(Records from a data collection)
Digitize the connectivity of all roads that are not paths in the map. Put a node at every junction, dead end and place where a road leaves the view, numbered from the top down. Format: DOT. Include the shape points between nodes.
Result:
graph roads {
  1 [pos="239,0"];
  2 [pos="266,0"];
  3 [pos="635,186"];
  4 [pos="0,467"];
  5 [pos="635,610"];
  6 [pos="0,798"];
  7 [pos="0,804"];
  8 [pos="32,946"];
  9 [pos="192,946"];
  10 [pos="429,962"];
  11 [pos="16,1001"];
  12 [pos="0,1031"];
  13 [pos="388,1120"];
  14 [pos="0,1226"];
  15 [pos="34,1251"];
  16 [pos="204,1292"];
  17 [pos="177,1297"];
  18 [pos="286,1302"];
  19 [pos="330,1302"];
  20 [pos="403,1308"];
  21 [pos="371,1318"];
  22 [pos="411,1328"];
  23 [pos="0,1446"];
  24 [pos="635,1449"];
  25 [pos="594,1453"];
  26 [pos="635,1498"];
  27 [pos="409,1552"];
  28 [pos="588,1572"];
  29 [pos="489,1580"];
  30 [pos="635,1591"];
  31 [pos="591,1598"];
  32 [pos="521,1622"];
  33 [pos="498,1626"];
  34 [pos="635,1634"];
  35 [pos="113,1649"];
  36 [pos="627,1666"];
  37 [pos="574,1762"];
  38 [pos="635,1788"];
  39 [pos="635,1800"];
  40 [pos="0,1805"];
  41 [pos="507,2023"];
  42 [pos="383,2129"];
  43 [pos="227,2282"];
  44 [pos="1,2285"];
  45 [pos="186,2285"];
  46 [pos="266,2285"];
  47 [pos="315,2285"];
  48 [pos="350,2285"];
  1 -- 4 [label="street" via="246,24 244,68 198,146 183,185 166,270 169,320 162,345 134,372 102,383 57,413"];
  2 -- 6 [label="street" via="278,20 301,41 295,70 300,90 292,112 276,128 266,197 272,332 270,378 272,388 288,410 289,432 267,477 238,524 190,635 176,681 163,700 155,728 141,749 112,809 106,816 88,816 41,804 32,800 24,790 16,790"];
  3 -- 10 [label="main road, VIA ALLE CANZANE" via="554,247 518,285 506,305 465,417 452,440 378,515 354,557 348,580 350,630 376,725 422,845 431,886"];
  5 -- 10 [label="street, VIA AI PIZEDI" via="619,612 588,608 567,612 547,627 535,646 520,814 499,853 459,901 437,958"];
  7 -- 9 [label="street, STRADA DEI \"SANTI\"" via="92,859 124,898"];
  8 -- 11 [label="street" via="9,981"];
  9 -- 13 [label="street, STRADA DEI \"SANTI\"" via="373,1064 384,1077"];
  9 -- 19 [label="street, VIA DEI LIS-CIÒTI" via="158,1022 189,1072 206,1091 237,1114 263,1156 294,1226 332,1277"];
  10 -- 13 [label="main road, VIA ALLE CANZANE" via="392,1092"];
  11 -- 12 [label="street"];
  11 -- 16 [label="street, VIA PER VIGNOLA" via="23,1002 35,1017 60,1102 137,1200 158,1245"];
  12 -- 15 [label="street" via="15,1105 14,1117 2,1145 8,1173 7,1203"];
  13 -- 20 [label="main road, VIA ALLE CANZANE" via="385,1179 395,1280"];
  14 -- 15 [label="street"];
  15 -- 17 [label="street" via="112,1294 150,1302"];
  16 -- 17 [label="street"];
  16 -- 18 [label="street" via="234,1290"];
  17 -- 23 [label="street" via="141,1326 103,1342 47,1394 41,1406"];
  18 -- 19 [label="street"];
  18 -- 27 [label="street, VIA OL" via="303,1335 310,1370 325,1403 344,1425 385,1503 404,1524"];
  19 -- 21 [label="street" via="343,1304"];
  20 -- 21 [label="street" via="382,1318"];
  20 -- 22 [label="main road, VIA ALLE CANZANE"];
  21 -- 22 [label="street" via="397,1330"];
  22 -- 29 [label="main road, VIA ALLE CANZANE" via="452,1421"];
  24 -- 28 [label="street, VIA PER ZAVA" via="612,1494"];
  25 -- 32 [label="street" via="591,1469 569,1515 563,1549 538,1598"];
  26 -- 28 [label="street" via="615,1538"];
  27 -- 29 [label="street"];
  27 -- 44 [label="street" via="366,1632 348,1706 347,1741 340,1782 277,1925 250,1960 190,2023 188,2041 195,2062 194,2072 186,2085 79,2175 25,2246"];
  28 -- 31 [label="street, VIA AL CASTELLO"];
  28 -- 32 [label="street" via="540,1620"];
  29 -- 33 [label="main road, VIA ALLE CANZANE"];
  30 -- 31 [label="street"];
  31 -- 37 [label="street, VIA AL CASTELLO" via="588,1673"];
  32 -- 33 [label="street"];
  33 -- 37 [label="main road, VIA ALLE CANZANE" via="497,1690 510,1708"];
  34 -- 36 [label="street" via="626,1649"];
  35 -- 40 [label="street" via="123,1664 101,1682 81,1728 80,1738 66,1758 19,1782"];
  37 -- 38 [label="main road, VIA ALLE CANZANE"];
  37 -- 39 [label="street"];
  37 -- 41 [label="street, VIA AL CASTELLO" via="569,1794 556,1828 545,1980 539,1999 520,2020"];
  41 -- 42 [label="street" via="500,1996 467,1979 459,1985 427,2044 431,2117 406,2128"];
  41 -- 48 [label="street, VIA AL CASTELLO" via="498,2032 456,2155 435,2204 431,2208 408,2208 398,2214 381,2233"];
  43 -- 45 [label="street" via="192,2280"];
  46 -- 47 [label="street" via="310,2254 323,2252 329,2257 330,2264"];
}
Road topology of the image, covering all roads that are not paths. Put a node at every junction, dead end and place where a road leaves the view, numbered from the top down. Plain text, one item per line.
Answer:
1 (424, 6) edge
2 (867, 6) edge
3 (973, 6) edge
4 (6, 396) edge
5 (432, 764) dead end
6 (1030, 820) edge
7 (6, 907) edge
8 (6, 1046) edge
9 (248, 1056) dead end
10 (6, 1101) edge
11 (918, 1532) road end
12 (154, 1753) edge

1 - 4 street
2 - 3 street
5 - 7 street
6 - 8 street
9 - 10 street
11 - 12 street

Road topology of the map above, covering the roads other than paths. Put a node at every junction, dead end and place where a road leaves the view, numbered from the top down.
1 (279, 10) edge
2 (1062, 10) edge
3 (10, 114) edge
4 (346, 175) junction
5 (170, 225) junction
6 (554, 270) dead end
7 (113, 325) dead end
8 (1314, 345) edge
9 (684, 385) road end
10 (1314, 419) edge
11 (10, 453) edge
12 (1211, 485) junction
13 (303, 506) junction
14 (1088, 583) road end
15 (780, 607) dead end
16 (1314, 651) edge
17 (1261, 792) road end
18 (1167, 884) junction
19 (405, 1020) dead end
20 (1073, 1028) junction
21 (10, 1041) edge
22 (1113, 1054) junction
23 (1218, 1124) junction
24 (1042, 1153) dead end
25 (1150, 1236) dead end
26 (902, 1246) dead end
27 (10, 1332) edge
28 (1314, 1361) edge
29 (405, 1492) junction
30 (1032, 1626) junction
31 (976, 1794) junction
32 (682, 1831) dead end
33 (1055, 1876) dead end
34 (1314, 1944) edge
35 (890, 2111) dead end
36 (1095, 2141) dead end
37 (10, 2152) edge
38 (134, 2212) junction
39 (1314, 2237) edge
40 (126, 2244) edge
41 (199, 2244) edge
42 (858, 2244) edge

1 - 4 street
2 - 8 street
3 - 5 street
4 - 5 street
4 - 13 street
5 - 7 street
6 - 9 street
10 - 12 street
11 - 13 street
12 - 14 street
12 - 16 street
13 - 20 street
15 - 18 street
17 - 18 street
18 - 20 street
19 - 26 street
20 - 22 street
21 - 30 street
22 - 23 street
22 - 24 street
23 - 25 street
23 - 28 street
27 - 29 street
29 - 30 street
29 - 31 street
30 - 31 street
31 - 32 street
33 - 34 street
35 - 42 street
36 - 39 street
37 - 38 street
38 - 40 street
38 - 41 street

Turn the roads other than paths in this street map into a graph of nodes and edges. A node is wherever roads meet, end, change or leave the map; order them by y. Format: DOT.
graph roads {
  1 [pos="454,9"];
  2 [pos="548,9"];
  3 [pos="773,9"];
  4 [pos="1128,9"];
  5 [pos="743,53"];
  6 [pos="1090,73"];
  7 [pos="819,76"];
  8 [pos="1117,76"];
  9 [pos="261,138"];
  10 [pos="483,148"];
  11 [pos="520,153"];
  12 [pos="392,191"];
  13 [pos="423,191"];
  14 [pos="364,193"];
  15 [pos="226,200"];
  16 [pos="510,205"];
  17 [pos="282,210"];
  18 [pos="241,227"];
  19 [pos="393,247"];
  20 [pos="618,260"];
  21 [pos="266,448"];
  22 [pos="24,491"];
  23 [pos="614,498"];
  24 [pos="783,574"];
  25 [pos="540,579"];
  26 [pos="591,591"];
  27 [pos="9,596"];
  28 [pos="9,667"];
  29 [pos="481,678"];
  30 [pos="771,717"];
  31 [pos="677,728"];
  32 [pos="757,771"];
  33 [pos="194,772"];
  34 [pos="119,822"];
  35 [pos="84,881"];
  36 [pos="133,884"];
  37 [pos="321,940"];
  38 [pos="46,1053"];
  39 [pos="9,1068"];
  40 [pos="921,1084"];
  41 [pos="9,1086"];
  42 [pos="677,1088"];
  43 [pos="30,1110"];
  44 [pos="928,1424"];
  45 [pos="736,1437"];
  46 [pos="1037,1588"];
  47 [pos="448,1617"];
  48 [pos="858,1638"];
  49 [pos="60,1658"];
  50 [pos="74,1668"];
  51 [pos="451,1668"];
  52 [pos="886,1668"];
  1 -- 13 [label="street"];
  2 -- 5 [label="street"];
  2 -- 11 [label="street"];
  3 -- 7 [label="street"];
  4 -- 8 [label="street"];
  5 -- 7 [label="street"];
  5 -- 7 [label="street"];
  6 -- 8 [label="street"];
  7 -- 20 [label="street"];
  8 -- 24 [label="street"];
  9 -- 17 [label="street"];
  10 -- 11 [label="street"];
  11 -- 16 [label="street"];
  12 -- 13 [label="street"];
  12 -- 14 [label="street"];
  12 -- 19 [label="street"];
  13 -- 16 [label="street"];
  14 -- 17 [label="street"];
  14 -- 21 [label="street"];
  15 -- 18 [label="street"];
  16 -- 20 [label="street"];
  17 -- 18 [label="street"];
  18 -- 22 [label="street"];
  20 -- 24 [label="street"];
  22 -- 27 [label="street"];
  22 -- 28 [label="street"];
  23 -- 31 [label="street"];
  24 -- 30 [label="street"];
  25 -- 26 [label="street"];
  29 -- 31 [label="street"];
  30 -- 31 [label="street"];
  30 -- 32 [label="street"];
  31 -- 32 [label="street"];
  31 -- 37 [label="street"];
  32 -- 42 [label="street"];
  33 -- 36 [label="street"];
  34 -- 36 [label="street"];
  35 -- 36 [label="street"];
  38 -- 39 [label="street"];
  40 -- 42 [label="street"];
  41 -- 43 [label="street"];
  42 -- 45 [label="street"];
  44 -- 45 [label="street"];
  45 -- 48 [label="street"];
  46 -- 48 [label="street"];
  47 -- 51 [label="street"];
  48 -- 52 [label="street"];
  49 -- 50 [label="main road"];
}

**Directions for this task:**
The expected answer is every line above in which the word "SANTI" appears.

**Completed task:**
  7 -- 9 [label="street, STRADA DEI \"SANTI\"" via="92,859 124,898"];
  9 -- 13 [label="street, STRADA DEI \"SANTI\"" via="373,1064 384,1077"];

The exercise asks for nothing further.